Business leaders from across the UK have secretly met Government officials to discuss how they can make a profit out of the war. Members of the British Consultants and Construction Bureau (BCCB) discussed how they could secure contracts for reconstruction projects in Iraq before the blood was even dry.

Trade Partners UK, a government agency, has confirmed that one of its senior directors had been at the meeting. British companies have voiced concerns that non-US firms would not get a fair share of the contracts. A statement from chief executive Colin Adams, published on the association's website, confirmed that 75 of its 300 member firms had already expressed interest in helping to rebuild Iraq. Sixty of those firms already had "a great deal of experience" of working in Iraq...

... ie, they had been helping Saddam's regime.

Paying for the war

Defence experts have predicted that the £3 billion set aside by Chancellor Gordon Brown to pay for war in Iraq may have to nearly double. The Royal United Services Institute said £5 billion is a more realistic expectation, mainly because of the cost of supplying and maintaining the massive ground force operation through southern Iraq.

The Chancellor, in last November's pre-Budget report, originally allocated £1 billion for the Iraq conflict, adding an extra £0.75 billion in February. The £3 billion does not include the cost of post-conflict reconstruction and stabilisation, although £30 million has been ringfenced for the Ministry of Defence to supply immediate humanitarian aid. This money will be diverted away from hospitals, public transport, pensioners and social services. Brown intends to raid the balances of all public sector bodies in order to pay for the war.

George Mudie (MP East Leeds) and the war

George has always regarded big political events as getting the way of his control of his base areas of Seacroft and Harehills. But the war caught up with him at the Bangladeshi Centre at his Friday night surgery. As I mentioned in my last Umbrella George seemed to have missed his way over the war, accepting a temporary posting in New Labour whips' office to browbeat MPs into voting for the war.

200 constituents turned up to the surgery. George fled upstairs. The riot police decided there were too many to tackle and got back into their van. This left a couple of community police officers holding the staircase. They went up and told George he had to see his voters. They assembled in the main hall. George had told several of them he would never vote for a war without UN approval.

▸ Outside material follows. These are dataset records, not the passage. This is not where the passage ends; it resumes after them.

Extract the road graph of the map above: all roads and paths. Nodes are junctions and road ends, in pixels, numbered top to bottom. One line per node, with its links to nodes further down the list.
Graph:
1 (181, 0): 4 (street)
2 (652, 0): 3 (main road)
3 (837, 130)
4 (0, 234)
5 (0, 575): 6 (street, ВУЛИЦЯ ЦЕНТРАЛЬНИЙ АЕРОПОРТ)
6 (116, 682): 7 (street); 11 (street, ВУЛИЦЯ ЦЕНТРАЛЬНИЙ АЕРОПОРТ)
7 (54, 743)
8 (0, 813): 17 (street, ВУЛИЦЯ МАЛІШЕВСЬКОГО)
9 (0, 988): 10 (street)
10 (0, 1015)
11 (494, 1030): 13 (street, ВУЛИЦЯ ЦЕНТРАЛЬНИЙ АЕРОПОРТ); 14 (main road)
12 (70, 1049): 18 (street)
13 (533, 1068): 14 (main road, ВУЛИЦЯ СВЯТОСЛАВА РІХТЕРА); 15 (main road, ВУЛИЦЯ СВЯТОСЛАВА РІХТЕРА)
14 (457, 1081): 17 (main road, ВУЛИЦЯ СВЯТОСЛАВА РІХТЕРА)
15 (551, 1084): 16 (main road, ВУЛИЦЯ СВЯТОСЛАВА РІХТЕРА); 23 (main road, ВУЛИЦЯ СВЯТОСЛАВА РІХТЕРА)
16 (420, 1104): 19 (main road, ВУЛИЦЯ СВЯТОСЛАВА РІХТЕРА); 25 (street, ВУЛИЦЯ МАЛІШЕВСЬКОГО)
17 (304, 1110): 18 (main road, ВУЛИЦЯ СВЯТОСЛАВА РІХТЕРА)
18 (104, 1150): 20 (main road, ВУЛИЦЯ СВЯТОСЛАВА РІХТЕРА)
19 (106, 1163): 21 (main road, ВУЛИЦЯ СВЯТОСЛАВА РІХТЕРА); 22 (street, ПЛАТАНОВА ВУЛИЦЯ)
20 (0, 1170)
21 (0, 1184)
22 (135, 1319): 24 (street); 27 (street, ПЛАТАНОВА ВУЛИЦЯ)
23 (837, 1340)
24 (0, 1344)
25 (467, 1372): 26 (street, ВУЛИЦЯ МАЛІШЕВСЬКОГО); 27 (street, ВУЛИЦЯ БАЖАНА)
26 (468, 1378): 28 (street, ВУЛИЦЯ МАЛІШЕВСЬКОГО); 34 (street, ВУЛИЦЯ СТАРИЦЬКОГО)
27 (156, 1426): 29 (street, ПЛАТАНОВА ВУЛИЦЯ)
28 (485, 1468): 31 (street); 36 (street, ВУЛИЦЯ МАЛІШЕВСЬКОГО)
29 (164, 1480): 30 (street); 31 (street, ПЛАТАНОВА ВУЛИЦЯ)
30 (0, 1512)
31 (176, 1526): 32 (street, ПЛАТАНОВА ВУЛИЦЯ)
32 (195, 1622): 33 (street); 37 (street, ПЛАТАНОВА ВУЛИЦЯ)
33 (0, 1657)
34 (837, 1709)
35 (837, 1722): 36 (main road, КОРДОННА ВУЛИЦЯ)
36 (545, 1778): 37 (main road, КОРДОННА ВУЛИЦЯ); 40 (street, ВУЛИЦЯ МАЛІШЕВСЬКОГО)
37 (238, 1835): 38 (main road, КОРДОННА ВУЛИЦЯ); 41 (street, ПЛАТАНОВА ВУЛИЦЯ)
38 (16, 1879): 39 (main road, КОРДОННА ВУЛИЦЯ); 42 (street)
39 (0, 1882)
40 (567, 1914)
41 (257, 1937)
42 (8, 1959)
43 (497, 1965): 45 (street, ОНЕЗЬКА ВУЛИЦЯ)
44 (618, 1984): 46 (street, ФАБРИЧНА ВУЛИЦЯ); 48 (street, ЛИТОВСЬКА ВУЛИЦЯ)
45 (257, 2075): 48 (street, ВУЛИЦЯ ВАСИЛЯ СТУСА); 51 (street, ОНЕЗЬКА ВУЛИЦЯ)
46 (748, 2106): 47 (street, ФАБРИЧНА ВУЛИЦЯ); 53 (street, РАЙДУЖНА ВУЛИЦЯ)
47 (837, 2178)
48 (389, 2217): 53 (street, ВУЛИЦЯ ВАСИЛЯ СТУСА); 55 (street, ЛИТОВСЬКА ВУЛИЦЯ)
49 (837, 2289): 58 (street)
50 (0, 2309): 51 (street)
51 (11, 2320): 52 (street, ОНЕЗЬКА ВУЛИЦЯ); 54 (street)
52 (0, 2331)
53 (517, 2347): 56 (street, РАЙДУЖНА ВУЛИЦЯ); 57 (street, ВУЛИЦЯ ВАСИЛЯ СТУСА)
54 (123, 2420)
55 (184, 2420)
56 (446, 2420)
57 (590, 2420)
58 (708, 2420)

He twisted and turned under repeated hostile questioning and he then blamed the French for cowardly Blair failing to put a resolution to the Security Council. The response was dramatic with 200 people shouting, "We love the French". A person stood up from the crowd and said "George you are liar" and they all left him except a couple who wanted to carry on shouting at him. Of course the energetic and former Liberal and Labour councillor Javaid Akhtar was there encouraging the crowd. However if George makes the assessment this has been stirred by a few agitators, he would be dead wrong. I was last week at a meeting at which prominent members of his own Labour Party were denouncing his stand over the war. And of course with Liberal Democrat twists and turns over the war the Alliance for Green Socialism's candidate Azar Iqbal should do well.